Exercise requirements >>
For the material below, the expected output is exactly the lines between the line holding "ring tip: (132, 166)" and the line holding "thumb mcp: (414, 224)", inclusive, with pictures left out.

Extracted information below:

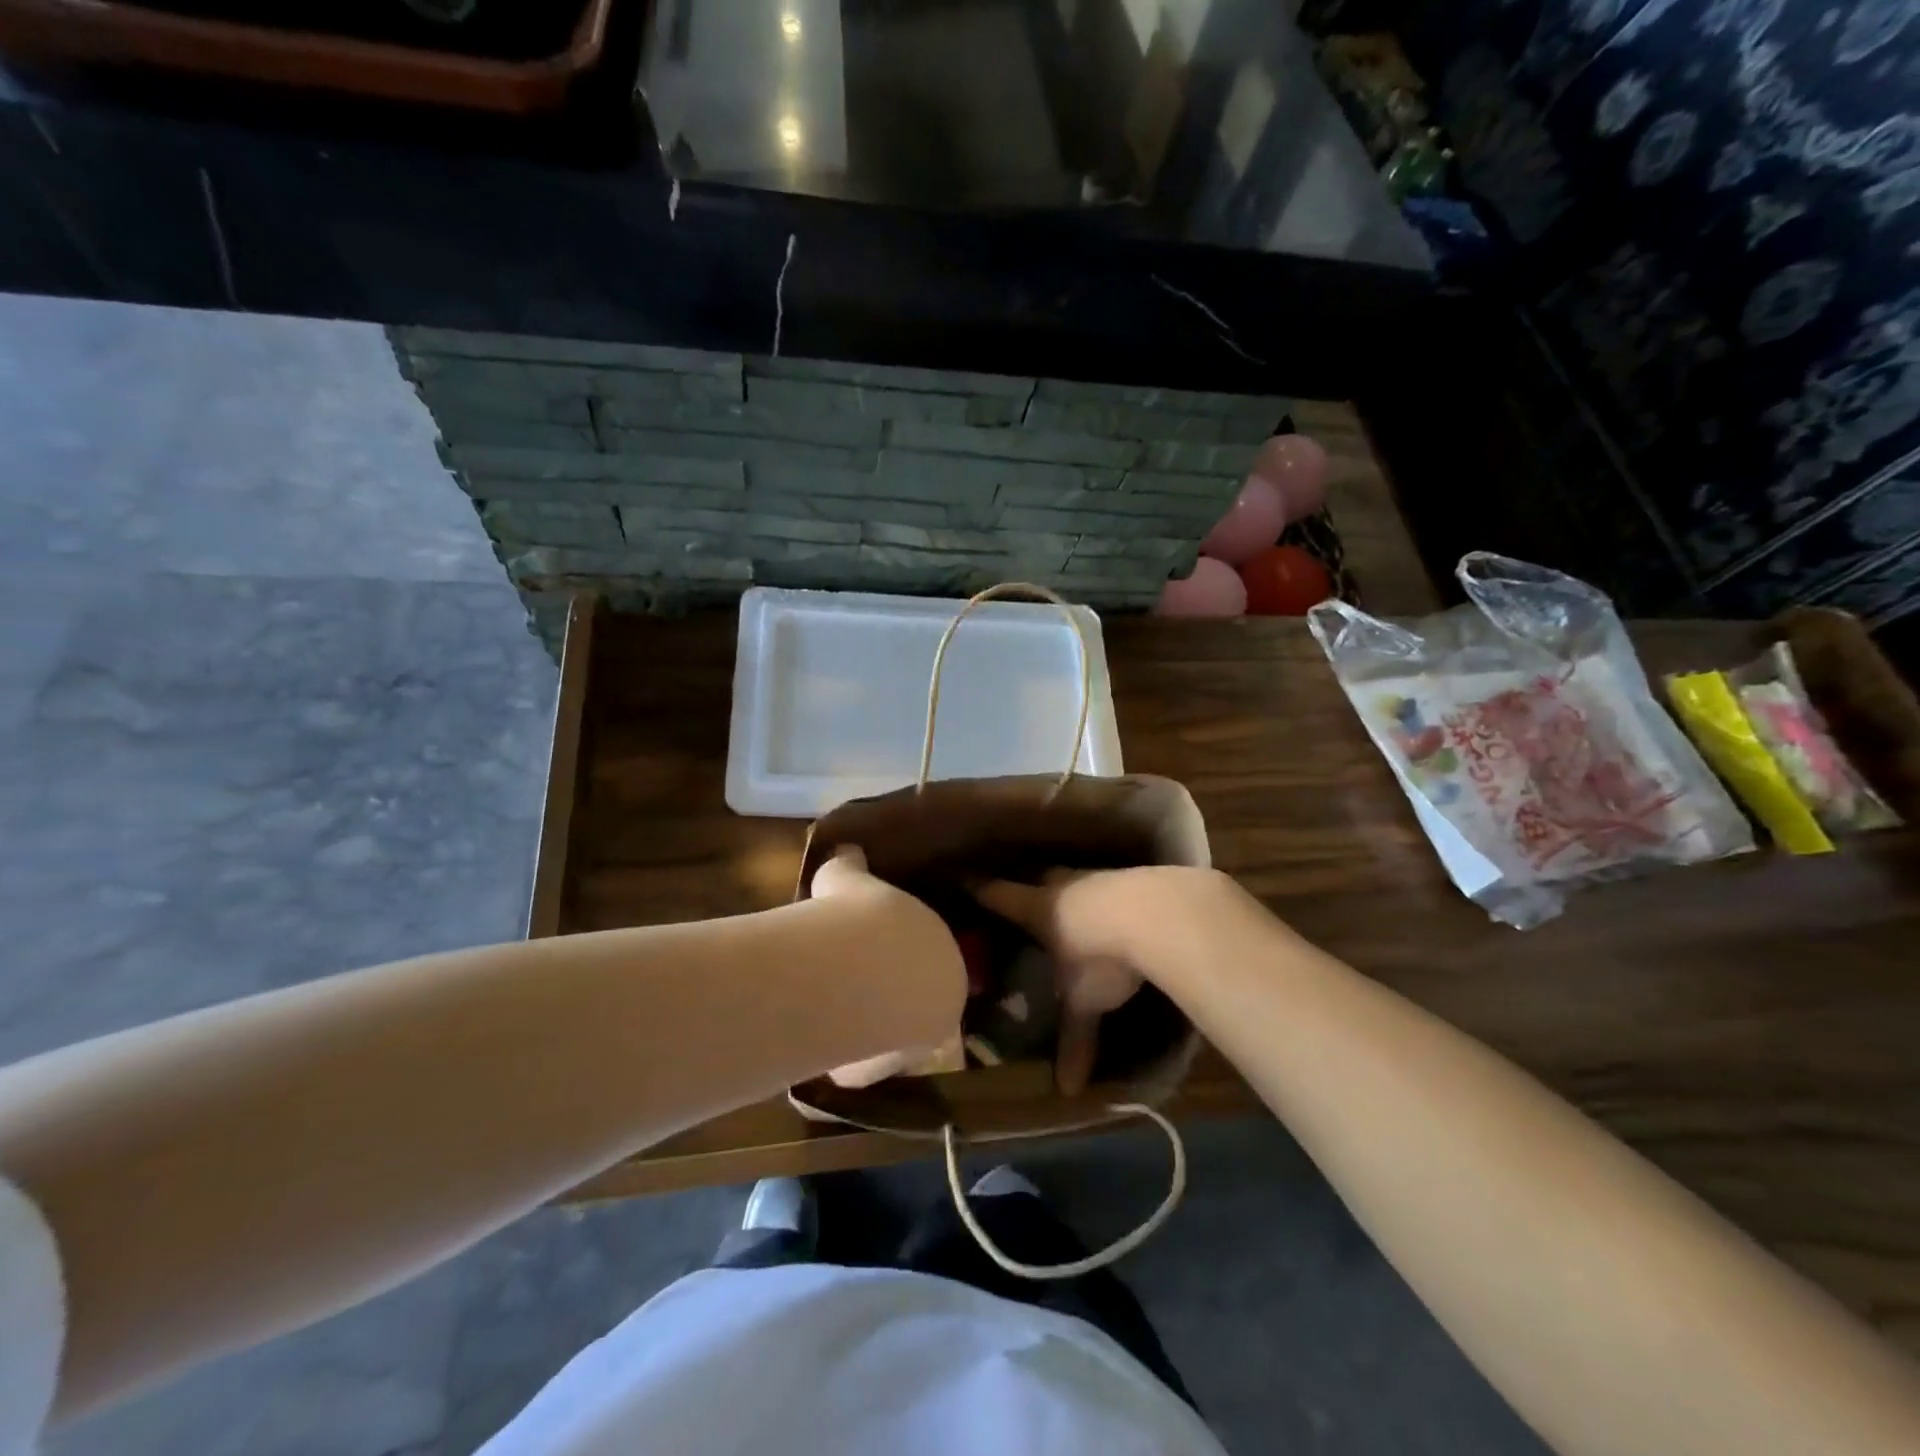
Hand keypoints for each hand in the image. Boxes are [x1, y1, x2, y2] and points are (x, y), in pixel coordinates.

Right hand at [813, 846, 964, 1088]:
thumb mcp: (850, 876)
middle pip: (916, 997)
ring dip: (870, 1026)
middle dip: (889, 991)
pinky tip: (823, 1041)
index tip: (871, 947)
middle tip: (852, 979)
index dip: (898, 950)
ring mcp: (920, 1039)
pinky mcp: (888, 1070)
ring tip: (834, 1010)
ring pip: (894, 1034)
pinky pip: (866, 1063)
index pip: (928, 953)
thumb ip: (852, 866)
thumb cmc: (860, 914)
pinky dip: (847, 1056)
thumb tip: (847, 852)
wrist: (851, 967)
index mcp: (946, 949)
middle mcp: (942, 997)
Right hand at [972, 870, 1156, 1095]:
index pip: (999, 896)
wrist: (1159, 914)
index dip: (981, 890)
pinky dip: (1109, 897)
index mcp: (1038, 909)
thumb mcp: (1085, 1002)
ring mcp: (1101, 878)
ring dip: (1073, 892)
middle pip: (1040, 879)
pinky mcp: (1135, 878)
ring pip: (1077, 880)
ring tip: (1073, 907)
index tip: (965, 881)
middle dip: (1031, 887)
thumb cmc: (1101, 956)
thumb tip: (1066, 1091)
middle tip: (1026, 898)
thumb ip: (1075, 1039)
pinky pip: (1112, 885)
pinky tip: (1118, 911)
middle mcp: (1064, 886)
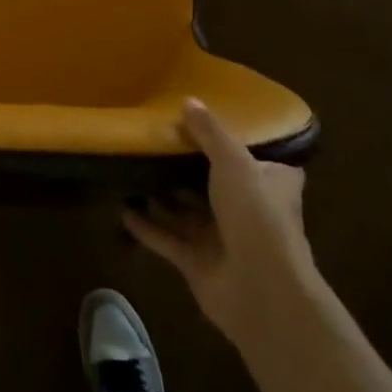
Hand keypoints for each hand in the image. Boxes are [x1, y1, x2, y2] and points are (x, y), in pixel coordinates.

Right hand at [125, 99, 314, 346]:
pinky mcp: (198, 262)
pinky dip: (146, 225)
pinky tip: (121, 208)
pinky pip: (167, 238)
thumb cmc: (256, 215)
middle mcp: (249, 209)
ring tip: (132, 166)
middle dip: (188, 166)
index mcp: (270, 183)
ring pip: (187, 210)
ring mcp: (222, 238)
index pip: (260, 158)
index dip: (239, 142)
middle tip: (157, 139)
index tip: (210, 123)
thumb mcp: (234, 161)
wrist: (261, 290)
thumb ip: (209, 132)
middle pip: (216, 182)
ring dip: (163, 194)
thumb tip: (188, 100)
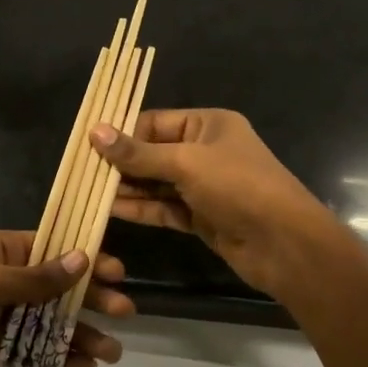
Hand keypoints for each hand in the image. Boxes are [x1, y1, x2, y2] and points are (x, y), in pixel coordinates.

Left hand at [0, 230, 132, 366]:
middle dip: (90, 301)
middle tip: (125, 313)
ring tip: (110, 353)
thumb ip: (37, 278)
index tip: (117, 273)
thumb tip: (82, 258)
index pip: (53, 250)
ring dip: (78, 335)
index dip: (85, 260)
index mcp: (1, 251)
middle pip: (56, 289)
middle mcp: (3, 280)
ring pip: (47, 323)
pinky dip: (55, 358)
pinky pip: (31, 351)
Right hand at [89, 109, 340, 297]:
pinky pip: (163, 207)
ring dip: (126, 188)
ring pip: (156, 183)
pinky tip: (110, 209)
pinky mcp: (200, 216)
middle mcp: (205, 151)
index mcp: (208, 124)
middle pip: (153, 152)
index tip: (90, 146)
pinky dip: (140, 208)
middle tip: (83, 172)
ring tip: (89, 191)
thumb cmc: (238, 187)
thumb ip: (138, 153)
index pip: (154, 122)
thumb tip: (95, 132)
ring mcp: (203, 186)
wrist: (284, 244)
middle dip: (121, 163)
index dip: (123, 133)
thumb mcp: (186, 162)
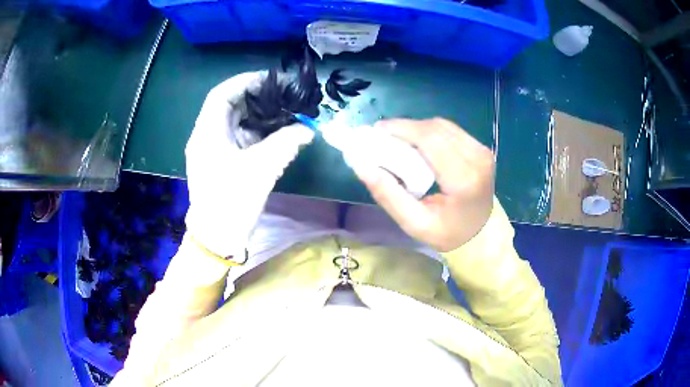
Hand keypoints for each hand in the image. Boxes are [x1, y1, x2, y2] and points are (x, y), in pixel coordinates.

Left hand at [185, 72, 313, 256]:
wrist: (217, 238)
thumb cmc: (232, 201)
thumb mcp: (261, 169)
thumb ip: (286, 143)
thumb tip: (308, 129)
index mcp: (207, 133)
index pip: (222, 94)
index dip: (245, 82)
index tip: (270, 81)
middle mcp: (206, 137)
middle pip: (229, 106)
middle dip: (255, 99)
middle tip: (282, 97)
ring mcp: (211, 150)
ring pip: (234, 122)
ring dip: (257, 116)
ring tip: (282, 113)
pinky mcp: (220, 161)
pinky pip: (237, 138)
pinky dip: (255, 133)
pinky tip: (274, 134)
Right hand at [351, 118, 494, 251]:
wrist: (482, 234)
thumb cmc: (448, 234)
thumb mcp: (414, 224)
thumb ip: (388, 195)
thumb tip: (362, 166)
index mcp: (463, 179)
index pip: (430, 139)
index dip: (401, 129)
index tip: (376, 132)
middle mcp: (477, 159)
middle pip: (435, 128)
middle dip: (405, 127)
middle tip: (382, 137)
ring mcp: (482, 151)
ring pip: (443, 125)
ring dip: (417, 128)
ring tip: (398, 140)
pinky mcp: (481, 148)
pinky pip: (451, 130)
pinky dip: (430, 132)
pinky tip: (418, 143)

End of Extracted information.

Finished task >>
ring tip: (132, 166)
middle dip: (188, 166)
index mcp: (270, 183)
ring pip: (187, 210)
ring mcp: (222, 238)
index pip: (260, 158)
index dip: (239, 142)
middle tip: (157, 139)
index tip: (210, 123)
thumb mcp: (234, 161)
wrist: (261, 290)
thumb ip: (209, 132)
middle pip: (216, 182)
ring dip: (163, 194)
thumb tip: (188, 100)
Hand keypoints for each hand in the image. Boxes are [x1, y1, x2, y2] and points are (x, y), in pixel coordinates.

Left hand at [0, 230, 132, 366]:
middle dip: (90, 301)
middle tip: (125, 313)
ring tip: (110, 353)
thumb ip: (37, 278)
index tip: (117, 273)
thumb tip: (82, 258)
index pip: (53, 250)
ring dip: (78, 335)
index dip: (85, 260)
index mcp: (1, 251)
middle pip: (56, 289)
middle mcp: (3, 280)
ring pip: (47, 323)
pinky dip: (55, 358)
pinky pip: (31, 351)
Right hand at [89, 109, 340, 297]:
pinky pip: (163, 207)
ring dip: (126, 188)
ring pip: (156, 183)
pinky tip: (110, 209)
pinky mcp: (200, 216)
middle mcp: (205, 151)
index mcp: (208, 124)
middle pip: (153, 152)
index tip: (90, 146)
pinky dip: (140, 208)
middle tip: (83, 172)
ring tip: (89, 191)
thumb cmc: (238, 187)
thumb ip: (138, 153)
index pip: (154, 122)
thumb tip: (95, 132)
ring mcp: (203, 186)
wrist: (284, 244)
middle dip: (121, 163)
index dip: (123, 133)
thumb mcp: (186, 162)
Hand keypoints for each hand in the image. Boxes are [x1, y1, x2, y2] and points are (x, y), in pixel coordinates.

Left hand at [185, 72, 313, 256]:
wrist: (217, 238)
thumb cmc: (232, 201)
thumb mcp: (261, 169)
thumb ip: (286, 143)
thumb tip: (308, 129)
index mcp: (207, 133)
index pip: (222, 94)
index dip: (245, 82)
index tip: (270, 81)
middle mcp: (206, 137)
middle pip: (229, 106)
middle dip: (255, 99)
middle tip: (282, 97)
ring mcp: (211, 150)
ring pip: (234, 122)
ring dip: (257, 116)
ring tip: (282, 113)
pinky mcp: (220, 161)
pinky pip: (237, 138)
pinky dip: (255, 133)
pinky tip: (274, 134)
Right hand at [351, 118, 494, 251]:
wrist: (482, 234)
thumb cmc: (448, 234)
thumb mcp: (414, 224)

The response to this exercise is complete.